Windsor Park Collegiate (WPC) is a public secondary school in Winnipeg, Manitoba, within the Louis Riel School Division.

==History==
"In the year of nineteen hundred and sixty, in the community of Windsor Park, there opened a school that became a legend. Only one other school in North America had this unique hexagonal architecture. The first principal of the school, Windsor Park Collegiate, was Mr. D. M. Slater, and the faculty population was 27. The first school President was R. D. McClelland. The school had a population of 619, ranging from Grade 8 to Grade 12. 93 of the students were graduating that year."
Taken from the 1978 Yearbook

Currently, Windsor Park Collegiate is a Grade 9-12 school. It harbors a staff force of 34 teachers and 40 support staff strive to maintain an environment that promotes student learning. The school offers an English Language Program.

==Architecture==
The building was designed by local Winnipeg firm 'Green Blankstein Russell', and construction began in 1959. The design is notable for its use of multiple two-storey hexagonal pods joined by hallways. The only other school know to feature the "unique hexagonal architecture" is Donald D. Lum Elementary School in Alameda, California, which opened in 1961. A larger gym, designed by firm 'Duncan Rattray Peters Searle' was later added in 1969.

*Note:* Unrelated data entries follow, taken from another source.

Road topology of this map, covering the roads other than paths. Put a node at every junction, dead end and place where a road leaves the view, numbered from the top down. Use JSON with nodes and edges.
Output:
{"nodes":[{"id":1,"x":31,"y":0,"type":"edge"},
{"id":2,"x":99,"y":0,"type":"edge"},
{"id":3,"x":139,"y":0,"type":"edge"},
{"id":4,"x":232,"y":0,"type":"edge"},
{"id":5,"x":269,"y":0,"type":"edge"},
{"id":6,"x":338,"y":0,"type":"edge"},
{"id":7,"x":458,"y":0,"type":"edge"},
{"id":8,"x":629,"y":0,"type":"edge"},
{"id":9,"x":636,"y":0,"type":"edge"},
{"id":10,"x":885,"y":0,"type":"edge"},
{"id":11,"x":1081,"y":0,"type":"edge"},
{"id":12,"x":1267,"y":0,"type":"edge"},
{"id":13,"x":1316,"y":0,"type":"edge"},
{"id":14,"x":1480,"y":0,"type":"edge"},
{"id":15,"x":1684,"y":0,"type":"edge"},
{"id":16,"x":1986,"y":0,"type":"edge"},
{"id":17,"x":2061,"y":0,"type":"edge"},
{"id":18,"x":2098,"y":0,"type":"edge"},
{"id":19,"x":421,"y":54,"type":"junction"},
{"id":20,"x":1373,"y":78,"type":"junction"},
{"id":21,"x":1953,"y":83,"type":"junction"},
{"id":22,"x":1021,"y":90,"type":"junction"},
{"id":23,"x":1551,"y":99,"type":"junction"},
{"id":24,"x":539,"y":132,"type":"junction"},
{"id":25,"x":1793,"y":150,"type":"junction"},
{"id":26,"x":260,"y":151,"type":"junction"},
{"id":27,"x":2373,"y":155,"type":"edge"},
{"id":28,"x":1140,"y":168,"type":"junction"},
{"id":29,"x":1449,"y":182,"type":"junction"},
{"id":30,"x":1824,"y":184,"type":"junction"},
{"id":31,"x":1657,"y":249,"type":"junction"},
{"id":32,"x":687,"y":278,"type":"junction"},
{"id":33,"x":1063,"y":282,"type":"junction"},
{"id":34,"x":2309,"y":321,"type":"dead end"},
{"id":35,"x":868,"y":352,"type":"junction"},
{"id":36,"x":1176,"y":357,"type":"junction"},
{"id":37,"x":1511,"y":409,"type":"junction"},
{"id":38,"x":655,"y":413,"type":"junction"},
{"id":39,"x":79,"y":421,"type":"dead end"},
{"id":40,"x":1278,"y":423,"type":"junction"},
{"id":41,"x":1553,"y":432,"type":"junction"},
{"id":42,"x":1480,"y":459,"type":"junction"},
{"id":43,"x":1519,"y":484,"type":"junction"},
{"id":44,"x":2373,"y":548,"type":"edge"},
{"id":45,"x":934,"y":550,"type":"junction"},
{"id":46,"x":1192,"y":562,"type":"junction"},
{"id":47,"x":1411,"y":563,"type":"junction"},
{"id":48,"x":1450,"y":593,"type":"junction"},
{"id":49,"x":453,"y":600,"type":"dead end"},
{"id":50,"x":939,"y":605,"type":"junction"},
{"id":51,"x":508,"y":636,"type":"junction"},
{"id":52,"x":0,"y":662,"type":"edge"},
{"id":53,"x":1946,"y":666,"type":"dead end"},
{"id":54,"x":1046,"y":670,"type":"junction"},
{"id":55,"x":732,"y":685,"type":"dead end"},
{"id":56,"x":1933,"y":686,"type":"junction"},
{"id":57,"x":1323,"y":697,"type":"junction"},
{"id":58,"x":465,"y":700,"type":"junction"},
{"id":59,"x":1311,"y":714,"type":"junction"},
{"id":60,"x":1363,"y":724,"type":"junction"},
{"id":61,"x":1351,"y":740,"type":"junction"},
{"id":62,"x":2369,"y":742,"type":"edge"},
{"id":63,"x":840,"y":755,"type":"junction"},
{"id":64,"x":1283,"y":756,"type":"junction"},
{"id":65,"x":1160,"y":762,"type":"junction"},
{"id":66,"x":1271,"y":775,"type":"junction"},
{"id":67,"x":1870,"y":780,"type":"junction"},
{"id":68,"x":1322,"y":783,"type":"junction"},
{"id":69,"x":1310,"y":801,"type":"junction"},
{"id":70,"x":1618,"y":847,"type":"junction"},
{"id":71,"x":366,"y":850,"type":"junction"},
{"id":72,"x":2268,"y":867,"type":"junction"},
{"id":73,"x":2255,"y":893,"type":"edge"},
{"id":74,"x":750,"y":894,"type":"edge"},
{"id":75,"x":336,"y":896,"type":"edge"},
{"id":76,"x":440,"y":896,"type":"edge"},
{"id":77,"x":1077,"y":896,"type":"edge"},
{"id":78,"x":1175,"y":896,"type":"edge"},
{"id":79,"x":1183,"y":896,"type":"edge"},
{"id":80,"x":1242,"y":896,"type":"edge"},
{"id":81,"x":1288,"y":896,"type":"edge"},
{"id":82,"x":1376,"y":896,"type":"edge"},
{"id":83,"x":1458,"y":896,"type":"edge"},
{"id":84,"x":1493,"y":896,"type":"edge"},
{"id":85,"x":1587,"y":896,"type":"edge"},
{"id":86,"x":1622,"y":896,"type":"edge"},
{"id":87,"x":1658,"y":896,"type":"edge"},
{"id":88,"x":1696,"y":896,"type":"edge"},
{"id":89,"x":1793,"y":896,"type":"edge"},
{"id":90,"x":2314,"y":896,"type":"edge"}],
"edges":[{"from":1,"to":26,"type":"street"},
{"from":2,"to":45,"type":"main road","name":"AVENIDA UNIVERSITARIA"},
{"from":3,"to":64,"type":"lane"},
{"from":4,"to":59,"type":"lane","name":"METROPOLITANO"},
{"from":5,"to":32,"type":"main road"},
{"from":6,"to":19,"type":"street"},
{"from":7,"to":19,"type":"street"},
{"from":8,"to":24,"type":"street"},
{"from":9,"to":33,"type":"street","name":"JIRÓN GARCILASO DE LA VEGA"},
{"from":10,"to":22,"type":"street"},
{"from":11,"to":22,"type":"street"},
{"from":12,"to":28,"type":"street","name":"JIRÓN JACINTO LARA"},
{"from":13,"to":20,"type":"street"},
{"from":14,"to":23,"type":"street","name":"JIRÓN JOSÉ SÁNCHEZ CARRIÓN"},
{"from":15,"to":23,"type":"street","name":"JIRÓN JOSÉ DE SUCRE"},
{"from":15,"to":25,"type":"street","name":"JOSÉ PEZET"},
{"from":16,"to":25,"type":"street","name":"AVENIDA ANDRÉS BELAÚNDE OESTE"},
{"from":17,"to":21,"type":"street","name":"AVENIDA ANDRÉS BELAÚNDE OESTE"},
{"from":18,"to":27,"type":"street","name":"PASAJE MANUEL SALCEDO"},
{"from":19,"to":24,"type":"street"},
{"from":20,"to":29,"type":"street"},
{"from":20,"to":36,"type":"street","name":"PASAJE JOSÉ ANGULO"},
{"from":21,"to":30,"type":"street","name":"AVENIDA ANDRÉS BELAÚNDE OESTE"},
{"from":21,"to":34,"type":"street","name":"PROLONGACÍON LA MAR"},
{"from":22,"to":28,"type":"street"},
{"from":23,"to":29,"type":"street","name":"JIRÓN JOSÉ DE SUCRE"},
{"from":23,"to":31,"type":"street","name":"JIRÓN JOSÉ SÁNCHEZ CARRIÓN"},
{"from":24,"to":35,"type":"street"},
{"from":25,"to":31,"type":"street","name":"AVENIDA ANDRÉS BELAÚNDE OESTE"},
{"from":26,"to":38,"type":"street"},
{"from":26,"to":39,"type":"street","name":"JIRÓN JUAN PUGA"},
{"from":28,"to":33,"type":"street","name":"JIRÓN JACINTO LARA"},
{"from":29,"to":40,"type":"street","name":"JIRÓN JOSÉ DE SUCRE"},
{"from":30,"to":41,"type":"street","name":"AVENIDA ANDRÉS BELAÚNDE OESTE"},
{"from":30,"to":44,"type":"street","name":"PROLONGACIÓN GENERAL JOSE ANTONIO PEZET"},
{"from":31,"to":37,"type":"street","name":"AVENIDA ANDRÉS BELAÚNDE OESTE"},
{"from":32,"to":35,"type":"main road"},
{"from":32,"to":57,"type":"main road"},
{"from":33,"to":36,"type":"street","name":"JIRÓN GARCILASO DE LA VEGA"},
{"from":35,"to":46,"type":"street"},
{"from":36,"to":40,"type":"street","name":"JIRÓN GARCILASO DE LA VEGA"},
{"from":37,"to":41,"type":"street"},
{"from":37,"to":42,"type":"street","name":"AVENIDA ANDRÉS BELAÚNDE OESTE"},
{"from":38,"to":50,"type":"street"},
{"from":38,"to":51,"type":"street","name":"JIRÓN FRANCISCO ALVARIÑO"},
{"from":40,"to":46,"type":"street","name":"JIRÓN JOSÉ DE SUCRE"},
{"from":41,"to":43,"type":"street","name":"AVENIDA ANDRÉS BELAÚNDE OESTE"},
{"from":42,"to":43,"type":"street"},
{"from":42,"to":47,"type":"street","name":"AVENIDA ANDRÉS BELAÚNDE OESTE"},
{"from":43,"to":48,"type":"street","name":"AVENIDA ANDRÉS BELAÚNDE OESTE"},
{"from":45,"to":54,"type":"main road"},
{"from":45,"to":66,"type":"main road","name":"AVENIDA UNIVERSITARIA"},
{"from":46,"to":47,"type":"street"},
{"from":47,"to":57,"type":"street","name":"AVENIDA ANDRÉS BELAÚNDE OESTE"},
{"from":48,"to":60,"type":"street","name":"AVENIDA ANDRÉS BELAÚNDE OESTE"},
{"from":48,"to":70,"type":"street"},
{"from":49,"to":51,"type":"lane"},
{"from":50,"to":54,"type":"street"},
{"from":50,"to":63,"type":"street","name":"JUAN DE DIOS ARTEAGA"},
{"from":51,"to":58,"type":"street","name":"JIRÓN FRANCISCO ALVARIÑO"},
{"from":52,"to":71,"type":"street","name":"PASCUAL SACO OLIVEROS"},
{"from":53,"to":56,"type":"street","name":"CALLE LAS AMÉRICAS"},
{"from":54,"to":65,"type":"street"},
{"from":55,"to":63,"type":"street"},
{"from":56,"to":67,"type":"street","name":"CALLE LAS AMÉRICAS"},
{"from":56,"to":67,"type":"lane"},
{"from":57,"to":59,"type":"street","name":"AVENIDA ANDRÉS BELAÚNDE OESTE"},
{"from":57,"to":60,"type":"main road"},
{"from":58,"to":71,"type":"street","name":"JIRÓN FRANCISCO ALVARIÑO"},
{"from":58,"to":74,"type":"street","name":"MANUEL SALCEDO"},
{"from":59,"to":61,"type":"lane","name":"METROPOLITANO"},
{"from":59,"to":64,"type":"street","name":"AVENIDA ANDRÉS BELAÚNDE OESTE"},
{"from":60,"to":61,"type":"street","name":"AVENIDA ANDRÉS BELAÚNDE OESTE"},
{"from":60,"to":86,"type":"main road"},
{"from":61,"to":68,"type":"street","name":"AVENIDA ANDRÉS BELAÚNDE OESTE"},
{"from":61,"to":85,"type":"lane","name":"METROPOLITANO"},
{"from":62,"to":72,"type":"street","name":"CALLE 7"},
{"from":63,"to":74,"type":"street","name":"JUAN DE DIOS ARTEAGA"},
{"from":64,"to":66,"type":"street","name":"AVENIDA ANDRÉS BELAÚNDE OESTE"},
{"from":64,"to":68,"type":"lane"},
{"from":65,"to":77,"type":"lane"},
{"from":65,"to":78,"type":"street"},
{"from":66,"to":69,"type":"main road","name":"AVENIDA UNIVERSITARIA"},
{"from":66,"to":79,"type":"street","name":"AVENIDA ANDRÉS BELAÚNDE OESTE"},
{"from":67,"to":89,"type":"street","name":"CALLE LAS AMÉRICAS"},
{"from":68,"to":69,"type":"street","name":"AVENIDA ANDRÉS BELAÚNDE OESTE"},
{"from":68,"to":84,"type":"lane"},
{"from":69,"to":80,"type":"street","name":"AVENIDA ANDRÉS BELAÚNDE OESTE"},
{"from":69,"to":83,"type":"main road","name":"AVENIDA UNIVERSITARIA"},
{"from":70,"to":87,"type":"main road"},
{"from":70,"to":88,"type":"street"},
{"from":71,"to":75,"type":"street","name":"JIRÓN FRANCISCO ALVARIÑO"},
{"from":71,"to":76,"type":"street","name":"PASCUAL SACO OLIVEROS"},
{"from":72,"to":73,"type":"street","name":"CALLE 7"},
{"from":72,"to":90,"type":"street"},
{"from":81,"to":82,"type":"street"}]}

Windsor Park Collegiate was built during the Cold War, and rumors of a large bomb shelter in the foundation of the school have been propagated by students, staff and alumni for decades. Despite the school being constructed with a large, open area in its foundation, there is no evidence that it was ever designed as any sort of bomb shelter. This unused underground space is accessible though a crawlspace near the former basement cafeteria, and a door near the main gym changing rooms.

==Special Needs Program==
WPC has the largest secondary school Special Needs program in the Louis Riel School Division. It is technically termed the Co-op Education Program and the Skills for Living Program. This program works with integration into standard classes, as well as work experience and life skills training.

===Bistro in the Park===
In 1999, the program opened up Crackers The Bistro, a full-service restaurant that was open to the public for lunch 5 days a week. Here they train and "employ" exclusively the students who are in the Occupational Skills Program within the Louis Riel School Division. It is located in a residential strip mall very close to WPC. The program was a great success in reaching its goals, but is still operated largely off donations and public funding. In 1999 this program won the Manitoba School Board Innovation Award. As of July 2006 the restaurant was renamed Bistro in the Park.

==50th Anniversary Celebration and Reunion==
A 50th anniversary celebration and reunion was held on May 13–14, 2011. Many past students and staff attended the two-day celebration. A "Hall of Honour" was established and three people were inducted at the Gala Dinner. Butch Goring, Jennifer Jones and Evelyn Jacks.

==Notable alumni==
- Cam Connor - professional NHL hockey player and Stanley Cup winner with the Montreal Canadiens, New York Rangers and Edmonton Oilers. Also appeared on Wipeout Canada.
- Robert "Butch" Goring - professional NHL hockey player, notable for winning 4 consecutive Stanley Cup with the New York Islanders.
- Jennifer Jones - Professional Curler, 2014 Sochi Winter Olympics Gold Medallist
- "Rowdy" Roddy Piper WWE Legend and Hall of famer
- Mike Ridley - professional NHL hockey player with New York Rangers, Washington Capitals, Toronto Maple Leafs and Vancouver Canucks
- Dave Richter - played 365 games as an NHL defenceman with Minnesota North Stars, Philadelphia Flyers, Vancouver Canucks, and St. Louis Blues.